When to use uint16_t vs int and when to use the cast type

Use simple types ( int

etc.) unless you need a well-sized type. You might need a well-sized type if you are working with a wired protocol that specifies that the size field should be a 2-byte unsigned integer (hence uint16_t

), but for most of the work, use simple types most of the time. (This one has some caveats, but most of the time most people can work with common types for simple digital work.If you are working with a set of interfaces, use the types dictated by the interfaces.If you use multiple interfaces and conflict types, you will have to think about which at that time - or change one or both interfaces.)

The tides added by your friend are pointless.

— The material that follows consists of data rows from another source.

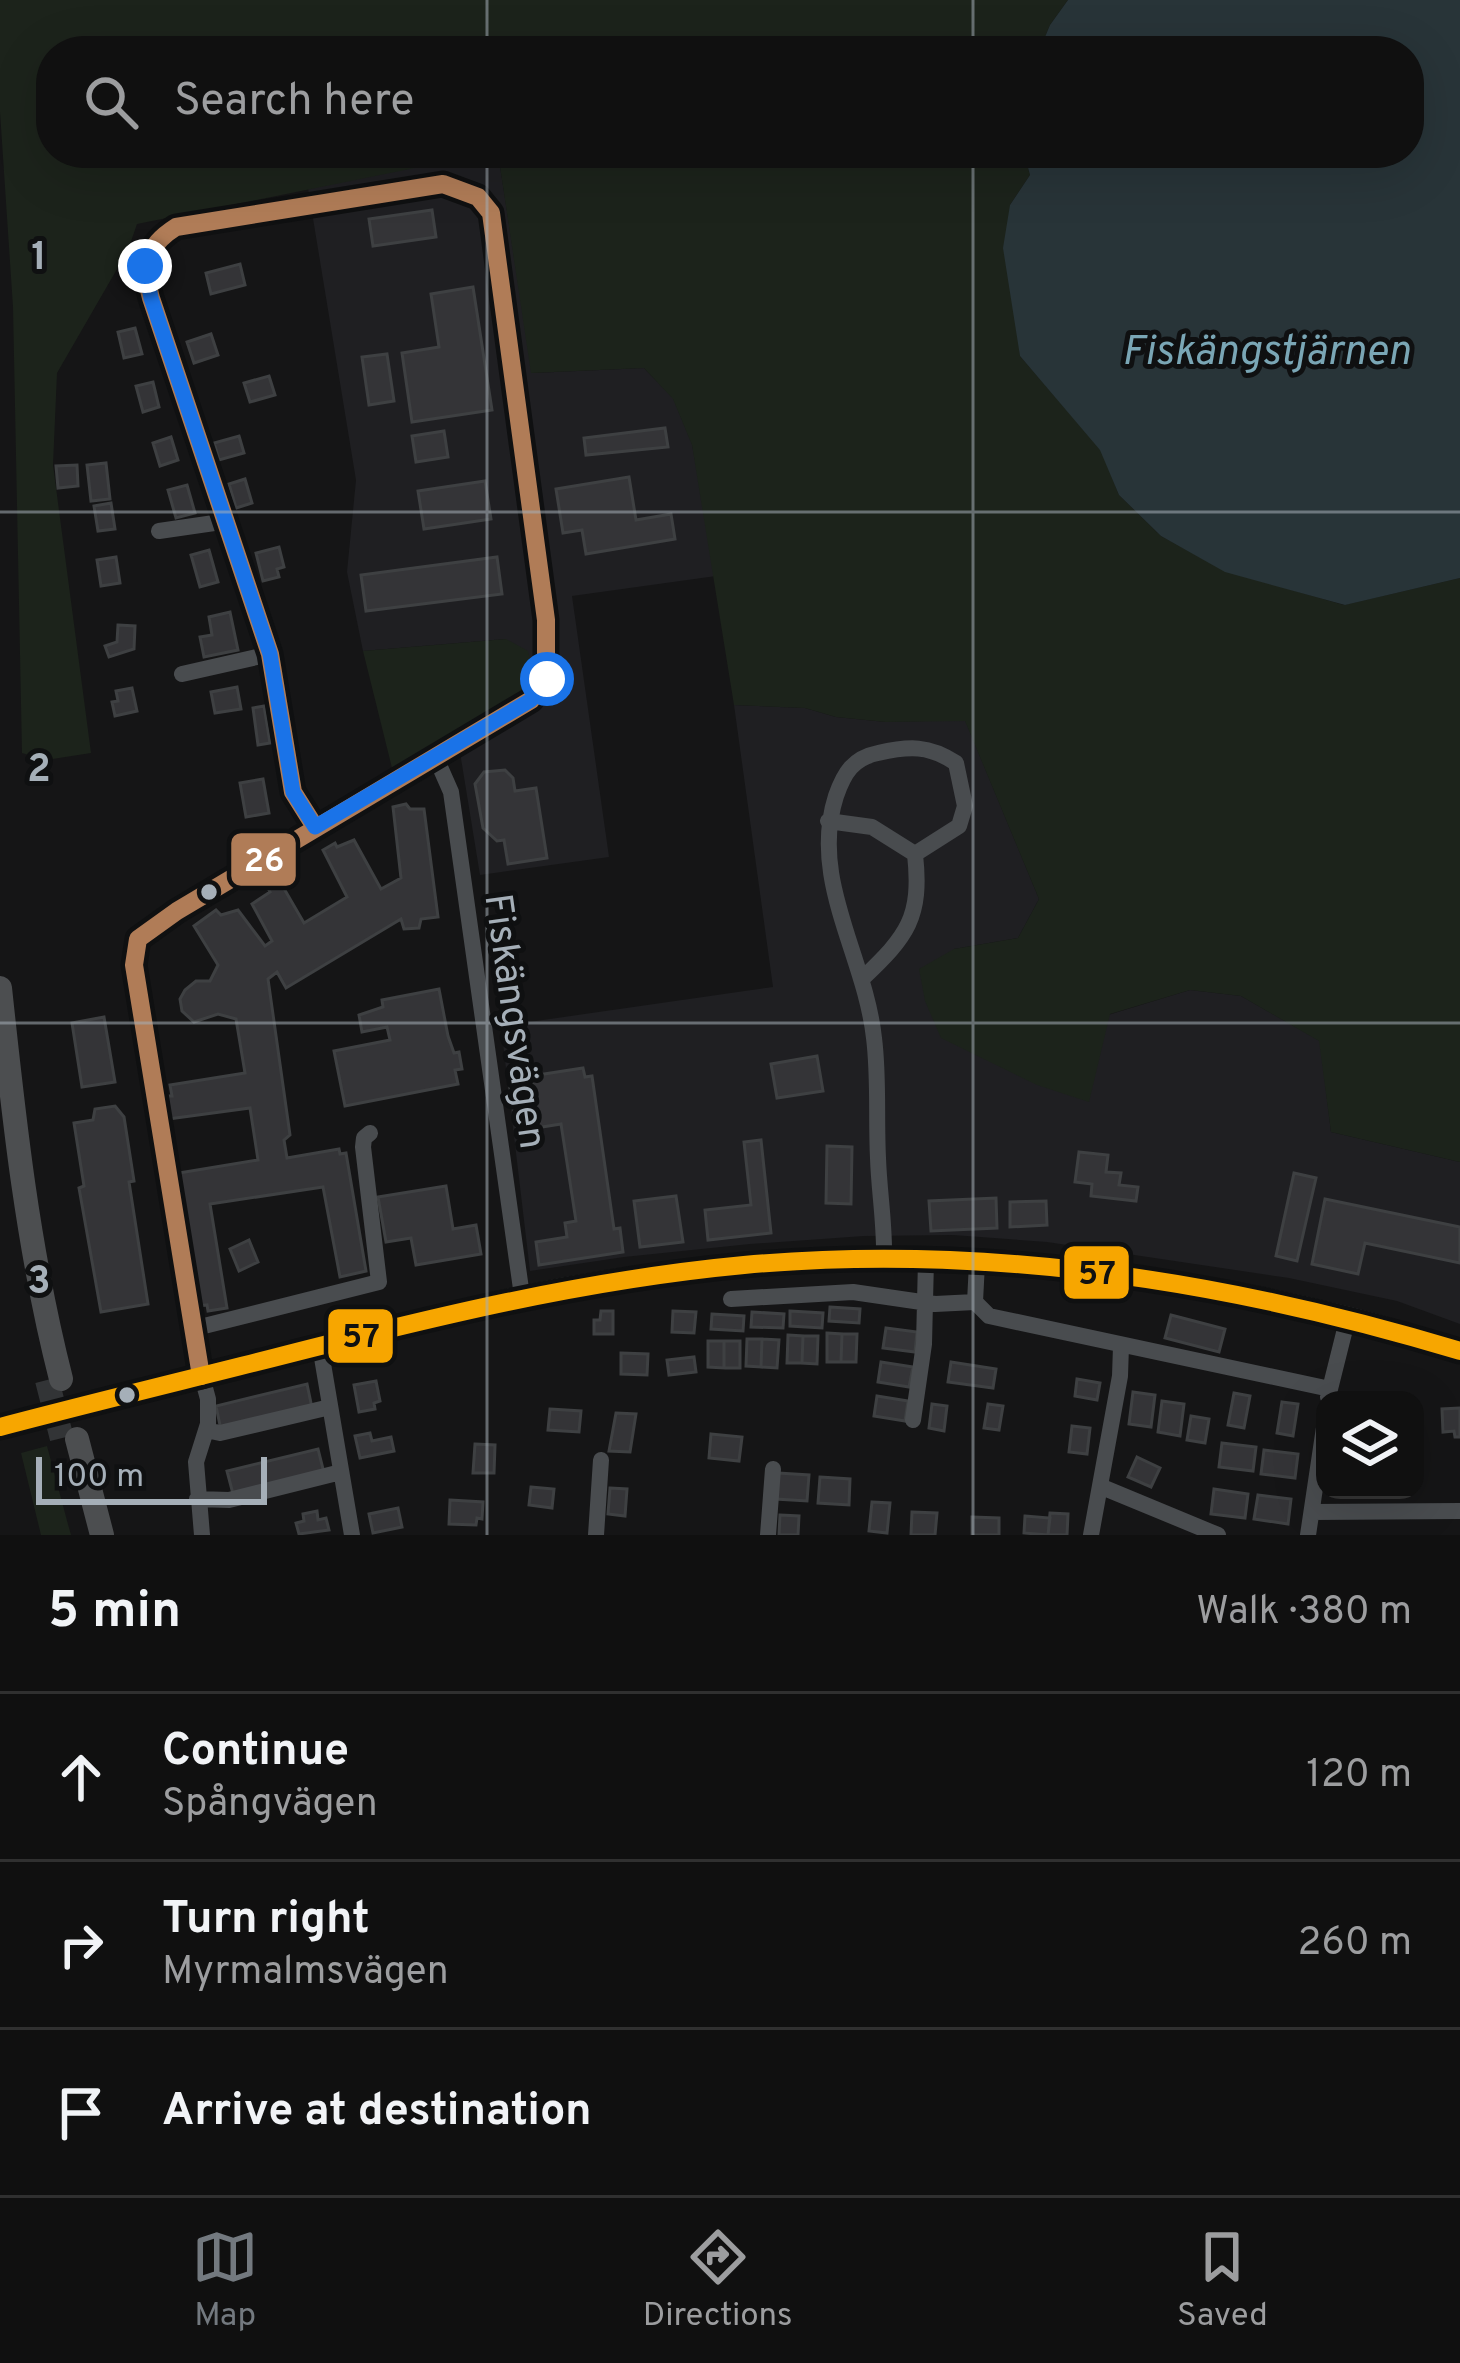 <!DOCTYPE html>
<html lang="en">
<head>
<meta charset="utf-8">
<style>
  :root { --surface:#101010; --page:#191919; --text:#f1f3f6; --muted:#9c9d9f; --line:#303030; --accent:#73797f }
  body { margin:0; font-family:Overpass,sans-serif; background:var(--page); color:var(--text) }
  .controls { position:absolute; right:36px; bottom:36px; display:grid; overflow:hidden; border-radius:24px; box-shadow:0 12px 48px #0002 }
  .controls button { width:108px; height:108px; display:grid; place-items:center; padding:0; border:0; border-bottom:3px solid var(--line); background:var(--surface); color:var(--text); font:60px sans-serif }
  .scale { position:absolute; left:36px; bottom:30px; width:231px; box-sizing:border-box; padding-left:12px; border:6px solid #a5afb8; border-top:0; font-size:33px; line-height:42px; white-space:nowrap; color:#a5afb8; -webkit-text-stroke:9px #0f1011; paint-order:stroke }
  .stop { position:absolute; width:36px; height:36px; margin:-27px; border:9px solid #1a73e8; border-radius:50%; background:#fff }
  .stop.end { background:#1a73e8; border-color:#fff; box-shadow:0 3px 12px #0008 }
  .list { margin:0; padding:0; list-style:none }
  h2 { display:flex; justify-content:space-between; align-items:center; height:156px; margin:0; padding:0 48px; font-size:51px }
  h2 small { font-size:39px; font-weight:400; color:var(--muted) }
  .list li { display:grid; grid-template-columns:78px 1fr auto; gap:36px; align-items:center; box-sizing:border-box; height:168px; padding:0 48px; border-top:3px solid var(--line) }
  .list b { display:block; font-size:45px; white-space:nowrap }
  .list p { margin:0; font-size:39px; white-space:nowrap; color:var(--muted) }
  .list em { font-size:39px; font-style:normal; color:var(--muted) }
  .icon { flex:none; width:66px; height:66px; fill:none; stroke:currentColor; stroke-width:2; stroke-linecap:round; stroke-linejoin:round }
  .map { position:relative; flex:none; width:1460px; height:1535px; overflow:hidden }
  .search { position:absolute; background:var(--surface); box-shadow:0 12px 48px #0002; left:36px; right:36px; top:36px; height:132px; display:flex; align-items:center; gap:30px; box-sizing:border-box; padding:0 42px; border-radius:48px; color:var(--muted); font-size:45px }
  .sheet { height:660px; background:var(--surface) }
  nav { display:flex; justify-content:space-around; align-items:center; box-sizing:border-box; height:168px; border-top:3px solid var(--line); background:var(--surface); font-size:33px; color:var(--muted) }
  nav a { display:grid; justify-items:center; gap:6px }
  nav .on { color:var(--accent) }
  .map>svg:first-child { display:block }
  .built { fill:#1f1f22 }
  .green { fill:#1c231b }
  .water { fill:#283438 }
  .building { fill:#343437; stroke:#3e4042; stroke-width:3 }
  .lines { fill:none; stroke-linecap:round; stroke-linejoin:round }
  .highway-tunnel { stroke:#323436; stroke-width:24; stroke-dasharray:24 12; stroke-linecap:butt }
  .minor { stroke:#494c4f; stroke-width:16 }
  .major { stroke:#4c4e50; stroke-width:21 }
  .highway { stroke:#4c4e50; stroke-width:24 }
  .major-bridge { stroke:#4c4e50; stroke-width:21 }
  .bus-1-casing { stroke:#0f1011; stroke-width:27 }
  .bus-2-casing { stroke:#0f1011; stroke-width:27 }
  .bus-1 { stroke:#b07c57; stroke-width:18 }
  .bus-2 { stroke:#f7a600; stroke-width:18 }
  .route { stroke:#1a73e8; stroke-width:15 }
  .grid { fill:none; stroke:#a5afb8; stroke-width:3; stroke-opacity:0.55 }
  .bus-dot { fill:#a5afb8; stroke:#0f1011; stroke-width:4.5 }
  .labels { text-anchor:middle; stroke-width:10; stroke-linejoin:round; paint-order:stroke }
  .street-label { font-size:39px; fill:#a5afb8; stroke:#0f1011 }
  .water-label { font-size:42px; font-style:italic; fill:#7aa6b5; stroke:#0f1011 }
  .grid-label { font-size:39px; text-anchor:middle; font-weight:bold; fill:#a5afb8; stroke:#0f1011; stroke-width:10; stroke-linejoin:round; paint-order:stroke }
  .line-badge { stroke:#0f1011; stroke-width:4.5 }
  .badge-label { font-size:33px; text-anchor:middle; font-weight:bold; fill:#fff }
  .pale-badge-label { font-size:33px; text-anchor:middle; font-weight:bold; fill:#111 }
</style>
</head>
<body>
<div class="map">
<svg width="1460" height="1535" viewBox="0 0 1460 1535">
  <rect width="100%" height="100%" fill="#151516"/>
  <path class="built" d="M489,153H498L532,373L644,368L673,398L692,444L716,576L572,596L609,857L480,875L457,734L526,692L506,639L363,651L347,572L356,480L308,188Z
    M734,705L805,708L836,717L886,722L965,720L1039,899L1018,938L954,949L941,1037L980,1054L1190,990L1241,996L1320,1041L1331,1132L1460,1162V1324L1397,1301L1289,1278L1047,1242L953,1235L864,1236L750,1244L624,1257L530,1271L501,1026L773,987Z"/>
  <path class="green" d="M0,0H1068L1050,25L1039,51H51V153H489L137,224L128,250L57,373L53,465L91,753L46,760L22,753L13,307L0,112Z
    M498,153H1024L1030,175L1010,205L1020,356L1101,450L1119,495L1161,536L1225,571L1344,605L1460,578V1162L1331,1132L1319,1041L1241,996L1190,990L1110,1014L1089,1102L1037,1085L941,1038L925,1001L919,969L954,949L1018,938L1039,899L965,721L886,722L836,717L805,708L734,705L692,445L673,399L644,368L531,373Z
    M506,639L528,651L532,667L526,692L393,772L363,651Z
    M47,1446L69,1528L71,1535H41L21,1453Z"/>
  <path class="water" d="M1068,0H1460V578L1345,605L1225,572L1161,536L1119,495L1100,450L1020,356L1003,248L1010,205L1030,175L1024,153H1409V51H1039L1050,25Z"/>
  <path class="building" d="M432,210L436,237L373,246L369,219Z
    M240,264L245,285L211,294L206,273Z
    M473,287L492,410L412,422L402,353L439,347L431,294Z
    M135,328L142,354L124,358L118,332Z
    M211,334L218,355L194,363L187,342Z
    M387,354L394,401L369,405L362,357Z
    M269,376L275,395L250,402L244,383Z
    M153,382L159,407L143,412L136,386Z
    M665,428L668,447L586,455L584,438Z
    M444,431L448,457L416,462L412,436Z
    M239,436L244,453L219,460L214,443Z
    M171,437L178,460L160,466L153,443Z
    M106,463L110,499L91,501L87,465Z
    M77,465L78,486L58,488L56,466Z
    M629,477L636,520L671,514L675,539L586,554L582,530L563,533L556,489Z
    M245,479L252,503L236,508L229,484Z
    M485,481L491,519L424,529L418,491Z
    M187,485L195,513L176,518L168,490Z
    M111,503L115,529L98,531L94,506Z
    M279,547L284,567L277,569L279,577L263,581L256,553Z
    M209,550L218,582L200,587L191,555Z
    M116,557L120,583L101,586L97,560Z
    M497,557L502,594L366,611L361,575Z
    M230,612L238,650L204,657L200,637L212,635L209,617Z
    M118,625L135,626L134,649L109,657L105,646L117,642Z
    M237,687L241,709L215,713L211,692Z
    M132,688L137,711L115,716L112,702L118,701L116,691Z
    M264,706L270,743L258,745L253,708Z
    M505,770L513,778L515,791L536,788L547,858L508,864L504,840L497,841L483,828L475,784L484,772Z
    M263,779L269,813L246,817L240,783Z
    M406,804L410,809H424L438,917L421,919L419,928L404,929L401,919L286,988L277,972L268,979L290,1135L284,1140L287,1158L339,1149L340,1154L346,1153L366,1271L340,1277L323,1187L210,1204L227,1308L208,1311L207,1305L198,1306L179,1173L258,1160L250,1108L168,1119L165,1096H172L170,1085L245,1073L236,1019L218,1014L194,1022L182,1011L180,999L185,990L196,981H210L218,965L194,926L216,910L221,915L238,910L265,946L272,941L252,904L270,892L267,886L279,880L304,923L347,897L323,850L335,843L337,847L354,840L381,889L401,878L393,807Z
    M439,989L448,1036L454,1053L459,1052L462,1069L455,1070L458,1084L345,1106L334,1051L390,1040L387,1027L362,1032L359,1015L383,1007L382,1000Z
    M104,1017L115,1082L82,1087L72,1023Z
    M817,1056L823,1091L777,1098L771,1064Z
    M583,1068L585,1077L592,1076L614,1229L620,1228L623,1252L539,1265L536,1242L567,1237L565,1223L576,1221L561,1124L517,1131L510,1088L532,1084L531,1076Z
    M115,1106L124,1117L134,1181L129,1182L148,1304L101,1312L79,1188L84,1186L74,1123L93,1120L95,1109Z
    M761,1140L771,1233L708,1240L705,1210L751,1205L744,1142Z
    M827,1146L852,1147L851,1204L826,1203Z
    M1079,1152L1108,1155L1106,1172L1121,1173L1119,1185L1138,1187L1136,1201L1091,1196L1092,1184L1075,1182Z
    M1294,1173L1316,1178L1297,1261L1276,1256Z
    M446,1186L453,1229L476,1225L481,1254L416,1265L411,1238L386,1242L378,1197Z
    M676,1196L683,1242L640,1247L634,1201Z
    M996,1198L997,1228L931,1231L929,1201Z
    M1325,1199L1460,1227V1263L1365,1243L1358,1274L1312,1264Z
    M1046,1201L1047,1225L1010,1227V1202Z
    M249,1240L258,1262L239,1271L230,1249Z
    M830,1307L860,1309L859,1323L829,1321Z
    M601,1311H613V1334H594V1320H600Z
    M673,1311L696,1312L694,1333L672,1332Z
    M790,1311L823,1313L822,1328L790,1326Z
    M752,1312L784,1314L783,1328L751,1327Z
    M712,1314L744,1316L743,1331L711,1329Z
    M1171,1315L1225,1329L1219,1352L1165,1338Z
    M886,1328L917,1332L915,1352L883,1348Z
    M827,1333L842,1334L841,1362H827Z
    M842,1334H857L856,1362H841Z
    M788,1335L803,1336L802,1363H787Z
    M803,1336H818L817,1364L802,1363Z
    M747,1339H762L761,1367L746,1366Z
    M762,1339L779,1340L777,1368L761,1367Z
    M708,1341H724V1368L708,1367Z
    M724,1341H740V1368H724Z
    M621,1353L648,1354L647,1375L621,1374Z
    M694,1357L696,1372L669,1375L667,1360Z
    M881,1362L913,1367L909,1387L878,1382Z
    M951,1362L996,1369L993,1388L948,1382Z
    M1077,1379L1100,1383L1097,1400L1075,1396Z
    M376,1381L380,1401L374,1403L375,1409L359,1412L354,1385Z
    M307,1384L312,1408L221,1430L216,1406Z
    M1133,1392L1155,1395L1151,1427L1129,1424Z
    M1234,1393L1250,1396L1244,1428L1228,1425Z
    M877,1396L908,1401L905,1421L874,1416Z
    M1162,1401L1184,1404L1180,1436L1158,1432Z
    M1282,1402L1298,1404L1293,1436L1277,1433Z
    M932,1404L947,1406L944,1431L929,1428Z
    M988,1404L1003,1406L999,1430L984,1428Z
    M1460,1408V1437H1455L1454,1431L1443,1432L1442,1409Z
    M550,1409L581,1411L579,1432L548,1430Z
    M616,1413L636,1414L630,1452L609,1451Z
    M1191,1416L1209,1419L1205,1443L1187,1440Z
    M1072,1426L1090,1428L1087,1454L1069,1452Z
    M370,1433L372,1441L391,1437L394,1451L360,1458L355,1436Z
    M711,1434L742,1437L739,1461L709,1458Z
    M1222,1443L1256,1447L1253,1471L1219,1467Z
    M475,1444L495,1445L494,1473H473Z
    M318,1449L324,1473L233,1494L227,1471Z
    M1264,1450L1298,1454L1295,1478L1261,1474Z
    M1137,1457L1160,1468L1151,1487L1128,1477Z
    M778,1473L809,1475L807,1501L776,1499Z
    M820,1477L850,1479L849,1505L818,1503Z
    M531,1487L554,1489L552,1508L529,1505Z
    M610,1488L627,1489L625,1516L608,1514Z
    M1214,1489L1248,1494L1245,1518L1211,1514Z
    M1258,1495L1291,1499L1288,1524L1254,1519Z
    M450,1500L483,1502L482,1519L477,1518L476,1525L449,1524Z
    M872,1502L890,1503L887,1533L869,1531Z
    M398,1508L402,1527L373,1533L369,1514Z
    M317,1511L318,1520L326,1518L329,1530L299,1534L296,1523L304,1521L303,1514Z
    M912,1512L937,1513L935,1535H911Z
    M1050,1513L1068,1514L1067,1535H1048Z
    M780,1515L799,1516L798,1535H779Z
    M1025,1516L1050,1518L1048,1535L1024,1533Z
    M972,1517L999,1518V1535H972Z"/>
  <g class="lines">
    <path class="highway-tunnel" d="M47,1380L63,1443"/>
    <path class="minor" d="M159,531L228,521
      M182,674L270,654
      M436,758L451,792L522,1296
      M828,821L872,827L915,854L959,826L965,806L956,763C929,745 909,746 878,753C853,758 844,773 836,796C809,880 865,955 874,1038C879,1077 876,1118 878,1158C879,1191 885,1225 884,1259
      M863,978C907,936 922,918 915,854
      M977,1263L975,1302L989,1316L1330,1389
      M731,1299L853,1292L935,1304L975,1302
      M192,1329L379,1282L363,1147L364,1138L370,1133
      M320,1346L352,1535
      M1328,1397L1348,1317
      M913,1420L924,1344L926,1260
      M206,1430L220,1433L330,1407
      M1102,1487L1218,1535
      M197,1499L229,1500L341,1472
      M1312,1512L1460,1511
      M202,1535L196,1462L208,1424V1399L195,1351L134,965L138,939L177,911L531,700L546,679V620L491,213L478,197L443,184L176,227C146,246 142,265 151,298L270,654L293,792L315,827
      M596,1535L601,1460
      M768,1535L773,1469
      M1091,1535L1120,1376L1121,1346
      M1308,1535L1325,1421"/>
    <path class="major" d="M114,1397C249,1364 383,1326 519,1297C789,1239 1080,1249 1347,1317C1385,1326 1423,1339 1460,1351"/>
    <path class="highway" d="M0,988C14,1120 28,1250 61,1379
      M77,1439L102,1535"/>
    <path class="major-bridge" d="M0,1427L114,1397"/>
    <defs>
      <path id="bus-1" d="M201,1376L134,965L138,939L177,911L531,700L546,679V620L491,213L478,197L443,184L176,227C146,246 142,265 151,298L270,654L293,792L315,827"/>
      <path id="bus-2" d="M0,1427C91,1403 182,1381 273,1358C429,1318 583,1280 744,1265C985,1243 1229,1281 1460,1351"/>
    </defs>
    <use href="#bus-1" class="bus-1-casing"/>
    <use href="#bus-2" class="bus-2-casing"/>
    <use href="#bus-1" class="bus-1"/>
    <use href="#bus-2" class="bus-2"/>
  </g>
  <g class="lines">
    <path class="route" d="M145,266L151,298L270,654L293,792L315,827L531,700L547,679"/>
  </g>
  <path class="grid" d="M487,0V51M973,0V51M487,153V1535M973,153V1535M0,512H1460M0,1023H1460"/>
  <g class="bus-dot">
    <circle cx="209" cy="892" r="10"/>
    <circle cx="127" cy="1395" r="10"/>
  </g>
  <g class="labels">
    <g class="street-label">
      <text transform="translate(517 1021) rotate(82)" y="14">Fiskängsvägen</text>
    </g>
    <g class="water-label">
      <text x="1266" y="364">Fiskängstjärnen</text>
    </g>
  </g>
  <g class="grid-label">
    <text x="39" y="269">1</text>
    <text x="39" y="781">2</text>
    <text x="39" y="1293">3</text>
  </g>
  <g class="line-badge">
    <rect x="229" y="831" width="69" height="57" rx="12" fill="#b07c57"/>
    <rect x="1062" y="1244" width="69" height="57" rx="12" fill="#f7a600"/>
    <rect x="326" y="1307" width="69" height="58" rx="12" fill="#f7a600"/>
  </g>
  <g class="badge-label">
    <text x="264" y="871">26</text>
  </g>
  <g class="pale-badge-label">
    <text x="1097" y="1284">57</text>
    <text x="361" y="1347">57</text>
  </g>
</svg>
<div class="controls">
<button><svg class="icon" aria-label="layers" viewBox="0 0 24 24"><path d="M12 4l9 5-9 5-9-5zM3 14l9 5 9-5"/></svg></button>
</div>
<div class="scale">100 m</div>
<div class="stop" style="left:547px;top:679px"></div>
<div class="stop end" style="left:145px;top:266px"></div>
<div class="search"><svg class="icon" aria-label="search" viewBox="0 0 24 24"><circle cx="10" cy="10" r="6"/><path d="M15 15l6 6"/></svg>Search here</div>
</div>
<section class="sheet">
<h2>5 min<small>Walk · 380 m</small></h2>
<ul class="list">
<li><svg class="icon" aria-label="ahead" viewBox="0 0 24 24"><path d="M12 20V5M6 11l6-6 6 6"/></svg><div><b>Continue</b><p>Spångvägen</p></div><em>120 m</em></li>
<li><svg class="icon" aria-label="right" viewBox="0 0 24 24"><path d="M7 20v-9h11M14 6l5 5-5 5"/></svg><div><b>Turn right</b><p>Myrmalmsvägen</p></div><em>260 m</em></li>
<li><svg class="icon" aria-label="arrive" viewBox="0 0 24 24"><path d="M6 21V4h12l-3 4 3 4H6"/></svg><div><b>Arrive at destination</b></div></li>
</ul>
</section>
<nav>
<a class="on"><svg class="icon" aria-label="map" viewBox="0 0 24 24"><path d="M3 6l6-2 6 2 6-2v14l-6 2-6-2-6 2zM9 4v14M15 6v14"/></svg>Map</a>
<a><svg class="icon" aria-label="directions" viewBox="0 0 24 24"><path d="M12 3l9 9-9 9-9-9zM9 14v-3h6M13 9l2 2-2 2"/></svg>Directions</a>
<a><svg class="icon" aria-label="saved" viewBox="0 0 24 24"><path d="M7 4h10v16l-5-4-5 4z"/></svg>Saved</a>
</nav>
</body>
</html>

The actual prototype memcpy()

is:

void *memcpy(void * restrict s1, const void * restrict s2, size_t n);

      

        
        
        
      

    

The compiler converts the values long *

to void *

(nominally through char *

due to the cast), all of which almost always fail.

More generally, you use cast when you need to change the type of something. One place you might need is bitwise operations where you want a 64-bit result, but the operands are 32-bit and leave the conversion until the bitwise operations produce a different result from what you wanted. For example, if we assume that the system, where int

is 32 bits, and long

is 64 bits.

unsigned int  x = 0x012345678;
unsigned long y = (~x << 22) | 0x1111;

      

        
        
        
      

    

This would compute ~x

as a 32-bit count, and the shift would be done over the 32-bit count, losing a few bits. On the contrary:

unsigned long z = (~(unsigned long)x << 22) | 0x1111;

      

        
        
        
      

    

ensures that the calculation is done in 64-bit arithmetic and does not lose any bits from the original value.